O ponto central do novo sistema é que a apuração deixa de ser fragmentada entre tributos federais, estaduais e municipais e passa a se organizar em torno de dois tributos com base ampla.

Para o restaurante, isso significa que serviços contratados que antes não geravam crédito algum — limpeza, segurança, manutenção, energia, aluguel de equipamento — passam a integrar a lógica da não cumulatividade, conforme as regras aplicáveis ao seu regime.

A consequência prática é que a comparação entre a carga atual e a futura não pode ser feita apenas pela alíquota. É preciso simular com os números reais do estabelecimento: composição de compras, peso de fornecedores não contribuintes, despesas operacionais e margem.

A gorjeta e o que ela representa na base

Gorjeta é um dos pontos mais sensíveis do setor, porque envolve simultaneamente questão tributária e trabalhista.

O tratamento depende da natureza que o estabelecimento dá ao valor: repasse integral ao empregado, com registro adequado, tem natureza distinta da receita própria do estabelecimento.

A recomendação prática é padronizar o procedimento e documentá-lo: política escrita de rateio, registro em folha quando for o caso, destaque em documento fiscal e conciliação mensal. Estabelecimento que trata a gorjeta de modo informal terá dificuldade em sustentar qualquer tese sobre sua exclusão da base de cálculo.

O que fazer no período de transição

Em 2026 as alíquotas ainda são de ensaio: 0,1% de IBS estadual, por força do art. 343 da Lei Complementar 214/2025, e 0,9% de CBS, pelo art. 346 — ambas restritas aos fatos geradores ocorridos nesse ano-calendário. Para uma casa de porte médio, isso representa centavos por conta fechada.

São percentuais simbólicos, mas as obrigações acessórias são reais — e é nelas que o setor deve concentrar esforço:

Uma simulação que costuma surpreender

Um restaurante de médio porte compra 40% dos insumos de fornecedores fora do regime regular, gasta valor relevante com energia, aluguel e serviços terceirizados e trabalha com margem apertada.

No desenho antigo, quase nada disso gerava crédito. No novo, a parcela adquirida de contribuintes do regime regular passa a compor a apuração conforme as regras aplicáveis, o que altera o resultado líquido de forma que só a simulação revela.

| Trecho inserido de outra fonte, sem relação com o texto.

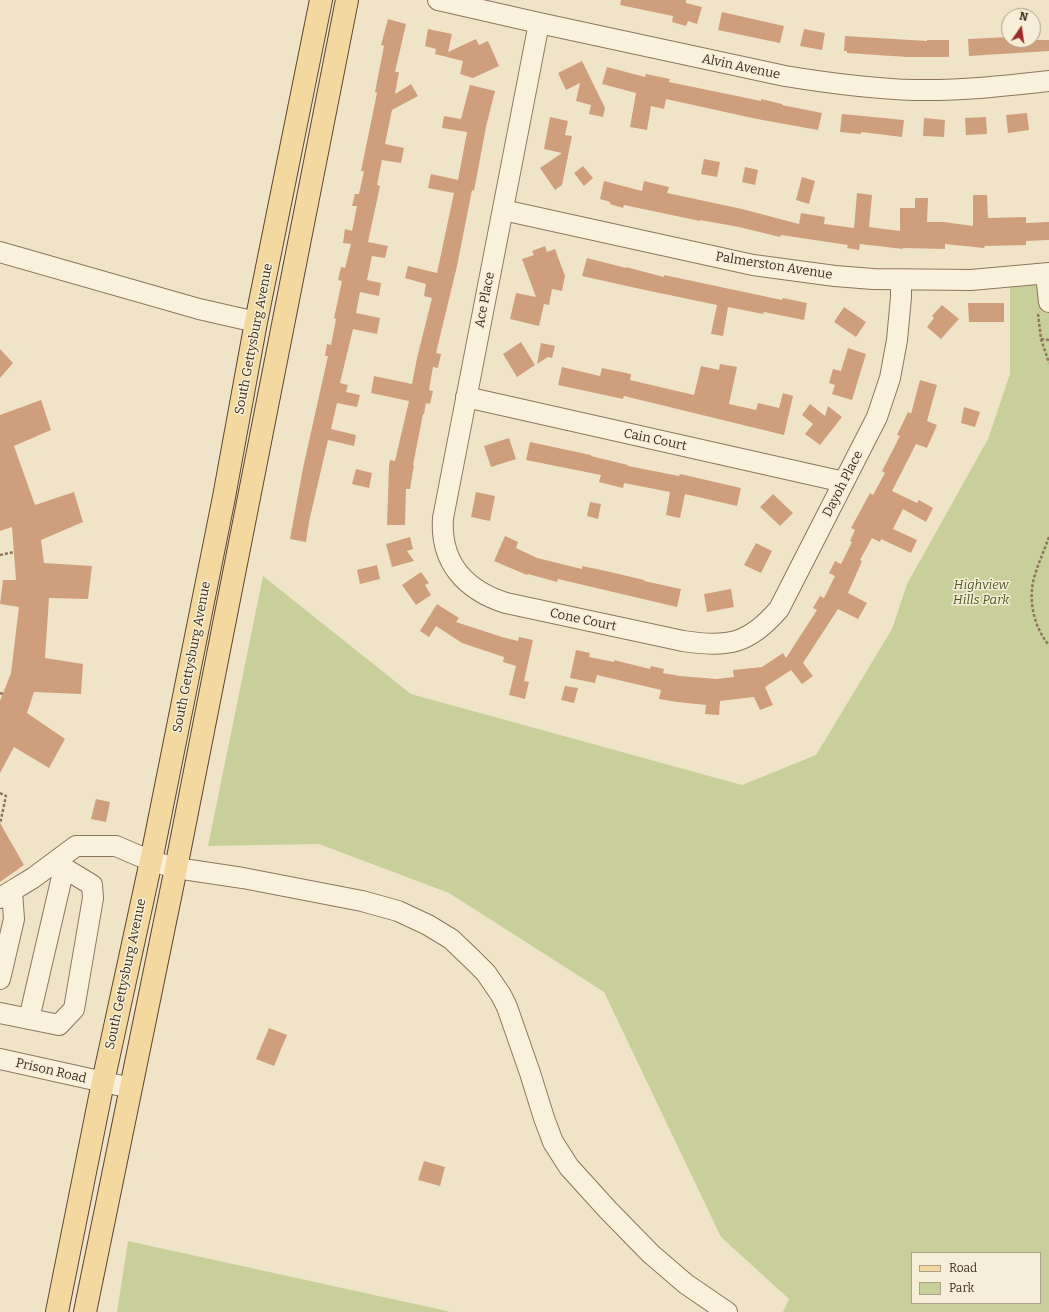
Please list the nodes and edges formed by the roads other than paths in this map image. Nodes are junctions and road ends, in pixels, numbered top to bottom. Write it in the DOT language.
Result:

O erro mais comum é concluir, pela alíquota nominal, que a carga vai subir. Sem considerar o crédito sobre despesas operacionais, a conta fica incompleta — e decisões de preço tomadas sobre ela tendem a errar em ambas as direções.

Gorjeta, fornecedor e margem na mesma conta

Comparar regimes, mapear fornecedores e definir o tratamento da gorjeta são decisões que atravessam ao mesmo tempo o direito tributário e o trabalhista. Um advogado da área pode conduzir a simulação com os números reais do estabelecimento e organizar a política de gorjeta junto com a apuração de créditos; os documentos podem ser enviados por meio digital.

Perguntas frequentes

Em 2026 já pago IBS e CBS de verdade?

Sim, em alíquotas reduzidas: 0,1% de IBS pelo art. 343 e 0,9% de CBS pelo art. 346 da Lei Complementar 214/2025, com obrigações acessórias plenas.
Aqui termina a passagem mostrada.